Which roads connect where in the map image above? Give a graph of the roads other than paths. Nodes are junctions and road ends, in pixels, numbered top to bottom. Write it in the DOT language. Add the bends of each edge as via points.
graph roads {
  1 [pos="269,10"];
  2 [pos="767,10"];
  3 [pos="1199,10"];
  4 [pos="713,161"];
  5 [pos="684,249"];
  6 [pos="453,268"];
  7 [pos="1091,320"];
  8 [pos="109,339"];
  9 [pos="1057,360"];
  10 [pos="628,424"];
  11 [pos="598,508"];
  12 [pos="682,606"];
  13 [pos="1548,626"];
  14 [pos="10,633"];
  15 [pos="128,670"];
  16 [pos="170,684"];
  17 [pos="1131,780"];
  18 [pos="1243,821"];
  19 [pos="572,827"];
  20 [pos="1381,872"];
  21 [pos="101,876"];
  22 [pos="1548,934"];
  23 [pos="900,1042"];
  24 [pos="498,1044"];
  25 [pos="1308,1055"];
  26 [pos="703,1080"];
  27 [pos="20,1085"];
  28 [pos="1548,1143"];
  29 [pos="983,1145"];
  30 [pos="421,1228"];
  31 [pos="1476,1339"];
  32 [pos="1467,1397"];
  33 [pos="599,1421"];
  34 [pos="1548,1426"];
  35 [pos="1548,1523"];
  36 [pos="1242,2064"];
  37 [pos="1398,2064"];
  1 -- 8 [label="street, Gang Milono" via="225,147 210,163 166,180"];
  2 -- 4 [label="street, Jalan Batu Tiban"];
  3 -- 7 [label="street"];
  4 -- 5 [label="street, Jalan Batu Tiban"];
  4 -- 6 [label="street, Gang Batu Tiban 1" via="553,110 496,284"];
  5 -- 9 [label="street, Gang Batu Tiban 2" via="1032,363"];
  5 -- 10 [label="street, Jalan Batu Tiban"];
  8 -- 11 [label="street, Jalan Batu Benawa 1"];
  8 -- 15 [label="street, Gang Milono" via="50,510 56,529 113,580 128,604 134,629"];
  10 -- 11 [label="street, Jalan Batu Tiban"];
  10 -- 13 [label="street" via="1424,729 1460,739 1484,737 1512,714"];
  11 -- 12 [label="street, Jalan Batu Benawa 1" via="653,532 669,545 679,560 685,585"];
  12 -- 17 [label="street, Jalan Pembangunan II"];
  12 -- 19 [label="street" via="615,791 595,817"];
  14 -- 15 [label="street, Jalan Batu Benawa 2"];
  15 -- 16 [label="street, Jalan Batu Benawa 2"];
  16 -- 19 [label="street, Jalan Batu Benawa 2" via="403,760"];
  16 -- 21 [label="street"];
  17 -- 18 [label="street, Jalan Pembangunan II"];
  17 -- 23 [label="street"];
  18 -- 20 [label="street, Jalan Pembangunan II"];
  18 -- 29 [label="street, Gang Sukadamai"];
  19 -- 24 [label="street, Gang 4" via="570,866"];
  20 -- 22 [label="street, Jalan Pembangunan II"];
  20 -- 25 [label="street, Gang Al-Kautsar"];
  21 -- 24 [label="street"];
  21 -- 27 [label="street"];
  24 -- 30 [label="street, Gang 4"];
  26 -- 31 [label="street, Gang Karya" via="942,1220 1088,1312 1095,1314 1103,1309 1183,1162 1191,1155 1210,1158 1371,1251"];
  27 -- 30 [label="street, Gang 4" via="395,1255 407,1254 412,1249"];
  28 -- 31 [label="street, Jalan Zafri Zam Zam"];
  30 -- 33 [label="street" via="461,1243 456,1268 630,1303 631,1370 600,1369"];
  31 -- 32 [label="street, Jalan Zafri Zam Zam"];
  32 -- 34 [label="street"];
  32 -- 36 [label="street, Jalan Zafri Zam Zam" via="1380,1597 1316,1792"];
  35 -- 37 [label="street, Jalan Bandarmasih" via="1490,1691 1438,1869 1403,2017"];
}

--------------------

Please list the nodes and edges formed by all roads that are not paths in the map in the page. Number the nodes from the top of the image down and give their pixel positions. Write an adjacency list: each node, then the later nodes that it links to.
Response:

--------------------

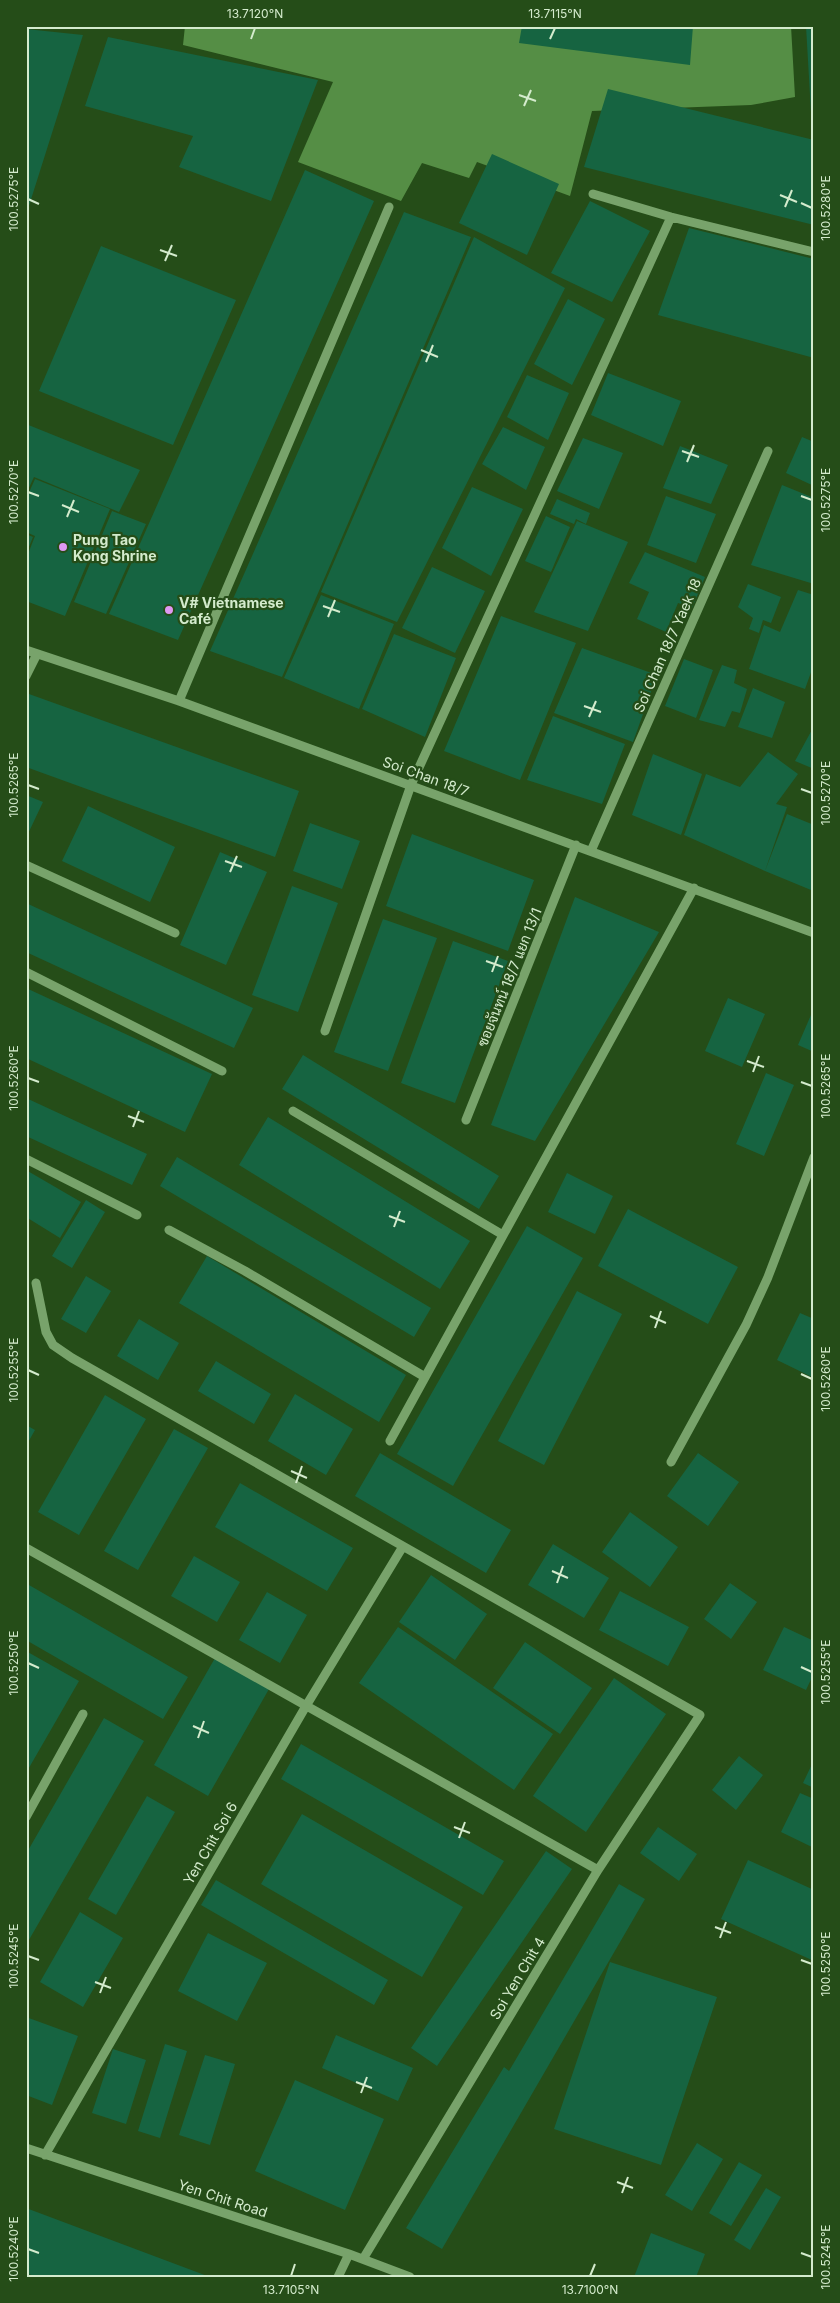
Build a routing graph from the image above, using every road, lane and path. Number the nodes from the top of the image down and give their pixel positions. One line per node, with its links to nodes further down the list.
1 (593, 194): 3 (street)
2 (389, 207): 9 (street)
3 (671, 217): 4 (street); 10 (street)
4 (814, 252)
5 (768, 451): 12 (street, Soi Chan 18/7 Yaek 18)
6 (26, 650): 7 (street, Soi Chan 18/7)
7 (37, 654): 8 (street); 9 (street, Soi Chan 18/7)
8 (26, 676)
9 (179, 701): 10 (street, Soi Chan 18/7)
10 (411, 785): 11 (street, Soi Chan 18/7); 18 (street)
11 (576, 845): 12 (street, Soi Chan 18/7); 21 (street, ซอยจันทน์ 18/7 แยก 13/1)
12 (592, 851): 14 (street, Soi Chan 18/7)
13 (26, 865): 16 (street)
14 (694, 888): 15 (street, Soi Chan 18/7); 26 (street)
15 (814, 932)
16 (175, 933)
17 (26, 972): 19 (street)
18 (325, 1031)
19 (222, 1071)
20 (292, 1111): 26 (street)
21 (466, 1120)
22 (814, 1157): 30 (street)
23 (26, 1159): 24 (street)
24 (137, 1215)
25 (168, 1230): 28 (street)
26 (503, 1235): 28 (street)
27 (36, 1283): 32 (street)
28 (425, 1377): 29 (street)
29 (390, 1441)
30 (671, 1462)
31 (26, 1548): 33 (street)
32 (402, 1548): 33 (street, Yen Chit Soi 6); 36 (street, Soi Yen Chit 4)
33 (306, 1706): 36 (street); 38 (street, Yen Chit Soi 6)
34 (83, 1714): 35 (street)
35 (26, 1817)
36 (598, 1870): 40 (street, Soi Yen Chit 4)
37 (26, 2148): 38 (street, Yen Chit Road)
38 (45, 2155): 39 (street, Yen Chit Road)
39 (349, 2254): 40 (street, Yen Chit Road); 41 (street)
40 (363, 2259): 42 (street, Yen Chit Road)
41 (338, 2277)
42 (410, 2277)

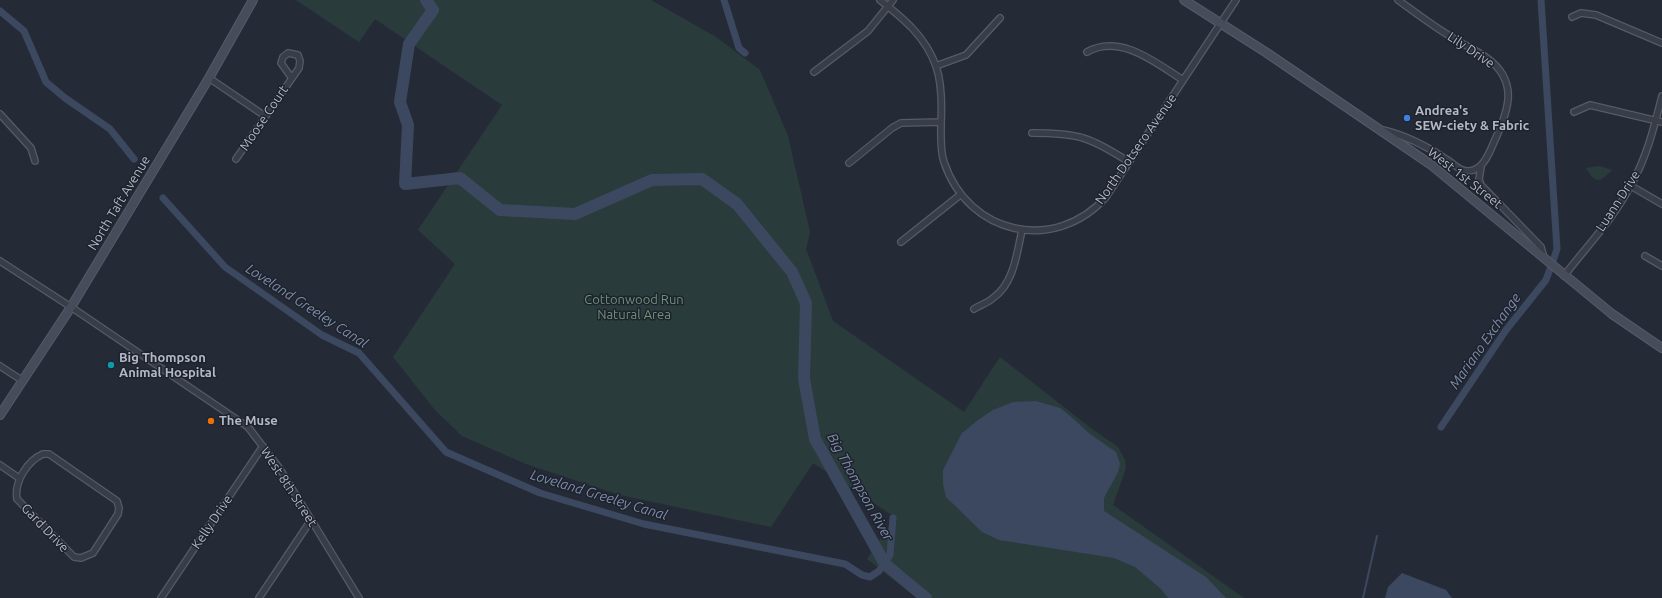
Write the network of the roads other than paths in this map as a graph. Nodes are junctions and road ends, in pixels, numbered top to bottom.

--------------------

About this exercise = Treat the line with "Build a routing" as the start and the line with "Write the network" as the end, and return exactly that span of the data above, both ends included, without pictures.

Answer box =
Build a routing graph from the image above, using every road, lane and path. Number the nodes from the top of the image down and give their pixel positions. One line per node, with its links to nodes further down the list.
1 (593, 194): 3 (street)
2 (389, 207): 9 (street)
3 (671, 217): 4 (street); 10 (street)
4 (814, 252)
5 (768, 451): 12 (street, Soi Chan 18/7 Yaek 18)
6 (26, 650): 7 (street, Soi Chan 18/7)
7 (37, 654): 8 (street); 9 (street, Soi Chan 18/7)
8 (26, 676)
9 (179, 701): 10 (street, Soi Chan 18/7)
10 (411, 785): 11 (street, Soi Chan 18/7); 18 (street)
11 (576, 845): 12 (street, Soi Chan 18/7); 21 (street, ซอยจันทน์ 18/7 แยก 13/1)
12 (592, 851): 14 (street, Soi Chan 18/7)
13 (26, 865): 16 (street)
14 (694, 888): 15 (street, Soi Chan 18/7); 26 (street)
15 (814, 932)
16 (175, 933)
17 (26, 972): 19 (street)
18 (325, 1031)
19 (222, 1071)
20 (292, 1111): 26 (street)
21 (466, 1120)
22 (814, 1157): 30 (street)
23 (26, 1159): 24 (street)
24 (137, 1215)
25 (168, 1230): 28 (street)
26 (503, 1235): 28 (street)
27 (36, 1283): 32 (street)
28 (425, 1377): 29 (street)
29 (390, 1441)
30 (671, 1462)
31 (26, 1548): 33 (street)
32 (402, 1548): 33 (street, Yen Chit Soi 6); 36 (street, Soi Yen Chit 4)
33 (306, 1706): 36 (street); 38 (street, Yen Chit Soi 6)
34 (83, 1714): 35 (street)
35 (26, 1817)
36 (598, 1870): 40 (street, Soi Yen Chit 4)
37 (26, 2148): 38 (street, Yen Chit Road)
38 (45, 2155): 39 (street, Yen Chit Road)
39 (349, 2254): 40 (street, Yen Chit Road); 41 (street)
40 (363, 2259): 42 (street, Yen Chit Road)
41 (338, 2277)
42 (410, 2277)

Write the network of the roads other than paths in this map as a graph. Nodes are junctions and road ends, in pixels, numbered top to bottom.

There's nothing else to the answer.